Who audits the advertised odds on lotteries
September 20, 2007 1:30 PM   RSS feed for this thread Subscribe

One in three chance you'll win a free pop, check under the cap! Does anyone audit these advertised odds?

I almost never win these things. I figured with one in three odds , maybe this time... but no. Then I started wondering - maybe they're cheating.

I'm imagining some kind of sweepstakes control board, randomly buying bottles of Dr. Pepper at convenience stores across the country to do samplings of who wins... crack statisticians ensuring that winners are evenly distributed across regions... yeah right. So how do I know they're not cheating?
posted by PercussivePaul to law & government (6 comments total) 1 user marked this as a favorite
Gaming Control Boards. When my old company wanted to run a trade show contest where you rolled dice to spell out our firm's name and could win a Porsche, we had to make sure gaming officials were present.
posted by acoutu at 3:07 PM on September 20, 2007


So how do I know they're not cheating?

Basically, you're asking, what's the chance that you'll buy x bottles of soda and not win anything.

This sort of thing can be modeled with a Binomial distribution.

You'd expect to get either 3 or 4 winning sodas every 10 bottles (your mean), plus or minus 2 bottles (your variance).

On the whole, every ten bottles, you'd want to win between one and six times. This should happen approximately 96% of the time you do a 10-bottle sample.

On the other hand, not winning at all should only happen 1.6% of the time you do a 10-bottle sample.

So the statisticians check whether random samples of product are wins, counting them and seeing if their ten-bottle samples deviate from this one to six bottle range.

In reality, they count more than ten bottles, but you don't need a whole lot to do testing.

If there's a lot of deviation from this range — let's say that you don't get any wins at all about 5% of the time — this indicates that the game is rigged or broken in some way, and would presumably raise a red flag with auditors.

Assuming the auditors are honest, other than a customer being able to file a fraud lawsuit, I'm not sure what sanctions those auditors can impose on the company that hires them.

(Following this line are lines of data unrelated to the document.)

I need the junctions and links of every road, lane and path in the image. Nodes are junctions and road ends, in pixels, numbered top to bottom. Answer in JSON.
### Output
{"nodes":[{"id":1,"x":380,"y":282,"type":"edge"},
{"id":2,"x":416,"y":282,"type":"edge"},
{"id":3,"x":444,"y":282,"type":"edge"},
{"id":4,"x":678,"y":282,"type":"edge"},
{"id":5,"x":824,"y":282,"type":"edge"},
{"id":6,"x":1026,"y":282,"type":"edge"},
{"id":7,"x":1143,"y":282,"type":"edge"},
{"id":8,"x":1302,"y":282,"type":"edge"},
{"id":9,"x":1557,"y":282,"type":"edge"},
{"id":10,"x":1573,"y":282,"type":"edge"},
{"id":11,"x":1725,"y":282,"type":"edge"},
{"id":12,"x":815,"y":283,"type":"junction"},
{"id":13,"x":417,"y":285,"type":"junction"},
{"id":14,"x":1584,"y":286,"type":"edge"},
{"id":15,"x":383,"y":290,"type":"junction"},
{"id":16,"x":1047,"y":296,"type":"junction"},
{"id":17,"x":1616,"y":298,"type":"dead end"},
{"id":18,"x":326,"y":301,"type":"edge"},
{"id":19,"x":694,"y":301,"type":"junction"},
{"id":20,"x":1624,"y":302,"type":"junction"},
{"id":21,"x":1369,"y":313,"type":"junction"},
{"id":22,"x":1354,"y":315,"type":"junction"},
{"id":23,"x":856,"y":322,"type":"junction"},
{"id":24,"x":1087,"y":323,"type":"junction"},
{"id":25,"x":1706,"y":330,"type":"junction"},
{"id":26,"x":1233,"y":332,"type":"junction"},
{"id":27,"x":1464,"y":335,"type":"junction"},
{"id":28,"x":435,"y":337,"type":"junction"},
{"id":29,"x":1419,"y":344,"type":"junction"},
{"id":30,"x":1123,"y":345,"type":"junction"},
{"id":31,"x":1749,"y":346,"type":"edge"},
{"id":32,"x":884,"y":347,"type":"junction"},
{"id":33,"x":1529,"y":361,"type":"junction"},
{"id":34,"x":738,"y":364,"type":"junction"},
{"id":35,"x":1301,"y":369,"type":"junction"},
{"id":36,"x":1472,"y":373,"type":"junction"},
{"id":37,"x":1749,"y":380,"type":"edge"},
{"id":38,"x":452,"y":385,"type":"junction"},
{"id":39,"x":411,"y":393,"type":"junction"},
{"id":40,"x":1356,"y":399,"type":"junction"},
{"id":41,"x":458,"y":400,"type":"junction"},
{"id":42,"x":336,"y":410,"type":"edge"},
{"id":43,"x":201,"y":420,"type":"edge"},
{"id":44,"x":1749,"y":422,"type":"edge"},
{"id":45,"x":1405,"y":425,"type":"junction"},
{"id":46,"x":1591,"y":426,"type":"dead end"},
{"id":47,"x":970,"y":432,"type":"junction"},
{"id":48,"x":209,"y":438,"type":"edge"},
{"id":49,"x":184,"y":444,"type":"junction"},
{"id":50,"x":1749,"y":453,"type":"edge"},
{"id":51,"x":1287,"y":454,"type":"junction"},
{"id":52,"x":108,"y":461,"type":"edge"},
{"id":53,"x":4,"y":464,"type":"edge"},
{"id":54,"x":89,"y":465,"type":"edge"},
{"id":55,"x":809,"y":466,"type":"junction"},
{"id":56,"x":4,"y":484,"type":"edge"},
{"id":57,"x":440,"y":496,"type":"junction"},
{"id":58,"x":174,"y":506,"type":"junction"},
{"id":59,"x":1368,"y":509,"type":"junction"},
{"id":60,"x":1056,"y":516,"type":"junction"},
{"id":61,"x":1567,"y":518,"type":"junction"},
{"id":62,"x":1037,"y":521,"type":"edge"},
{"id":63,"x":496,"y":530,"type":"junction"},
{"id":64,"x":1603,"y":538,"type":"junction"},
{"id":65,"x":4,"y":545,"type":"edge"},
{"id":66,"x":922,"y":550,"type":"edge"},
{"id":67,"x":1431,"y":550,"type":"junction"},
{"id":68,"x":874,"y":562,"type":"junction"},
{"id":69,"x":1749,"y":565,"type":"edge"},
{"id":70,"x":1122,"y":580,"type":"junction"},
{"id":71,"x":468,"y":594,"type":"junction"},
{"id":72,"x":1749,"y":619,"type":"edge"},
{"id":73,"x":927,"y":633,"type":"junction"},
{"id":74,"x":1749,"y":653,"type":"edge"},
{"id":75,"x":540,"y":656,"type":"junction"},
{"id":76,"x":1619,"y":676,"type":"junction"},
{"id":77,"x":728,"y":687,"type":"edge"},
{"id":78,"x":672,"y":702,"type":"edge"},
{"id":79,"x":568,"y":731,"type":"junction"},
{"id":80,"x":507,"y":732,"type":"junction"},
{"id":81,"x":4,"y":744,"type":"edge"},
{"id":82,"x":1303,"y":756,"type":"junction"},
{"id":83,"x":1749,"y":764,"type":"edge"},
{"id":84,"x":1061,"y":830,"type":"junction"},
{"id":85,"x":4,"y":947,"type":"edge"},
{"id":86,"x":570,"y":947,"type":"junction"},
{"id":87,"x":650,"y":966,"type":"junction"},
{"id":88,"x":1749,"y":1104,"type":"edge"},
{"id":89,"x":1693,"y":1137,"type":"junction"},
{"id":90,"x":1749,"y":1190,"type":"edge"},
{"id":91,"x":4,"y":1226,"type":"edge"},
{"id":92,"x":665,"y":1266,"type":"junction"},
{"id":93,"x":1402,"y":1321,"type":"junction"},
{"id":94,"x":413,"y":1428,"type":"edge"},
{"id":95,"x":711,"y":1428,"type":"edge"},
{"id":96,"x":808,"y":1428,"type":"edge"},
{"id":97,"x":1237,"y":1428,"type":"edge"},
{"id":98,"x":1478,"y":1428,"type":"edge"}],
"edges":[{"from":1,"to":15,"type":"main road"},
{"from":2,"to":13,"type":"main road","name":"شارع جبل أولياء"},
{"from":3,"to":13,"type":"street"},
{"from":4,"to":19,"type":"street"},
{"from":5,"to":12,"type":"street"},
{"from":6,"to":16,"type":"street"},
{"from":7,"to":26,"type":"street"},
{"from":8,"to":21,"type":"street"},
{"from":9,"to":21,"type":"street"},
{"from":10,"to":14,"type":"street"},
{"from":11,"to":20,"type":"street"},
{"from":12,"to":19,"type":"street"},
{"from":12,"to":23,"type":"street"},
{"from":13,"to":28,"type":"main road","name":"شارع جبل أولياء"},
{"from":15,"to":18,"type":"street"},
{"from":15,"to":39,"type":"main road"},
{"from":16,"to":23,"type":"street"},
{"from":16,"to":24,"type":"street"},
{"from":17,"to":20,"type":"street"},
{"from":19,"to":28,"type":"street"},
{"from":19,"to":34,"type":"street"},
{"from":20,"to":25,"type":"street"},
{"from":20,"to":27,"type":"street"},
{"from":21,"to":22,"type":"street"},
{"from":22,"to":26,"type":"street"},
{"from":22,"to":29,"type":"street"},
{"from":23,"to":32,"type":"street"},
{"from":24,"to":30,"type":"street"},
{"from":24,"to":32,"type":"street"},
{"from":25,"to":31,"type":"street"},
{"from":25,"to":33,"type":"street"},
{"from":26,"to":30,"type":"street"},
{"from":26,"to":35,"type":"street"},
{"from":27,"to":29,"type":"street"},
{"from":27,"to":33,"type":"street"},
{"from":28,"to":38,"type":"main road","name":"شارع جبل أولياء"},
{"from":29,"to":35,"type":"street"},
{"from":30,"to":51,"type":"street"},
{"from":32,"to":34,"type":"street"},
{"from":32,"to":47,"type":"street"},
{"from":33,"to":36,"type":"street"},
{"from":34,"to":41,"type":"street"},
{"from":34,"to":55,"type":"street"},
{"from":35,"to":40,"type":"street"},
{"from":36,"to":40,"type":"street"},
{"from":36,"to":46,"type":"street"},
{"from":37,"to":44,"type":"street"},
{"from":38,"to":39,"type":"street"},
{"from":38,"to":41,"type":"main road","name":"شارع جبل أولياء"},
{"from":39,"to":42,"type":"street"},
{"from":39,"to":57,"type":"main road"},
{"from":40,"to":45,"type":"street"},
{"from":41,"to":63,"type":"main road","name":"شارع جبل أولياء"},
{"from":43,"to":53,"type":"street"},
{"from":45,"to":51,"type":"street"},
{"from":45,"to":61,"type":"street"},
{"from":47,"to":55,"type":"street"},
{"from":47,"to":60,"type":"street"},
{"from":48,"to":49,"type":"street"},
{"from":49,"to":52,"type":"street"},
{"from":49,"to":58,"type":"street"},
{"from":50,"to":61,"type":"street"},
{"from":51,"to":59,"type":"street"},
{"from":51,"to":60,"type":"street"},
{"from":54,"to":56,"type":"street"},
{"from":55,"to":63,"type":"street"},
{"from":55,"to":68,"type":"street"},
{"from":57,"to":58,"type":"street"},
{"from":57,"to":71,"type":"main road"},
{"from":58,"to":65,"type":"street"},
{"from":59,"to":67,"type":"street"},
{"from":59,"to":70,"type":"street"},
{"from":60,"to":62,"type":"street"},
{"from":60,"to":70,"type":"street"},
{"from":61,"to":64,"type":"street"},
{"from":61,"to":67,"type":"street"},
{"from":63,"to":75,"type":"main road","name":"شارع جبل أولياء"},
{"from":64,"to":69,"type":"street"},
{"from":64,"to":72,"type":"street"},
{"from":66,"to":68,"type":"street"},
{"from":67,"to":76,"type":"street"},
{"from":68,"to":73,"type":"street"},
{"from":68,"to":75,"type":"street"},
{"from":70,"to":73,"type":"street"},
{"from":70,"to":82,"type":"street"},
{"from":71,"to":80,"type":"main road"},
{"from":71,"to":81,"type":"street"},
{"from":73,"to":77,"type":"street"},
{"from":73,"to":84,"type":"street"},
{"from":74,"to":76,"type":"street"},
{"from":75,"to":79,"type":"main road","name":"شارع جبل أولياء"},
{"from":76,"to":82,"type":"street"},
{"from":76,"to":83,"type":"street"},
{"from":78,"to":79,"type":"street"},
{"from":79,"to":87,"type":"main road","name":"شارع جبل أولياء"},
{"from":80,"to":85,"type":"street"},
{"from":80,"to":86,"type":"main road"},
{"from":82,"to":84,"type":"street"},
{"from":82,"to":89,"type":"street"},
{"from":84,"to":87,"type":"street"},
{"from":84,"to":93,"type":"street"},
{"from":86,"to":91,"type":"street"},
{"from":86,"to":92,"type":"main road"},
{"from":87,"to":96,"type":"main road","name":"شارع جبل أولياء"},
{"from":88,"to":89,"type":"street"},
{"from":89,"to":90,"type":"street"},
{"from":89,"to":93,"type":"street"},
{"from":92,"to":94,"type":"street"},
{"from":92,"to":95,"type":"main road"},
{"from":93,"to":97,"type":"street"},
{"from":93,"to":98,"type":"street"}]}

In the case that the auditors are crooked, who audits the auditors? Good question. Perhaps a company would hire two independent auditors and look more closely if their results differ.
posted by Blazecock Pileon at 3:15 PM on September 20, 2007


> I almost never win these things. I figured with one in three odds , maybe this time... but no. Then I started wondering - maybe they're cheating.

The answer might be simpler than you thought. I had a friend who could tilt the bottle just so and discern whether it was a winner. He could buy just one and essentially drink free sodas throughout the entire promotion. Your odds might be a lot lower by the time you're picking a bottle from the shelf, and it's not because the companies are cheating.
posted by churl at 5:15 PM on September 20, 2007


I won 4 in the past 6 weeks where the odds said "1 in 2." I was lucky and didn't cheat... I won 4 times in 5 buys.

Churl... I don't understand how he could drink free pop... the caps almost always say "buy one get one free." He'd be getting half his pop free, sure.
posted by IndigoRain at 7:12 PM on September 20, 2007


IndigoRain: most of the caps used to be of the "redeem this for one free soda" variety. That's how it was when I was in high school in the late 90s, anyway, and I myself used the strategy churl described.
posted by Riki tiki at 2:53 AM on September 21, 2007


Yeah, the specific promotion I remember was 1 in 6 caps would win a free soda. This was 5-8 years ago. I don't drink as much soda now, so I haven't seen the 1 in 2 caps winning "buy one, get one free," -- that would obviously change things for my friend (but not necessarily improve the odds for the asker).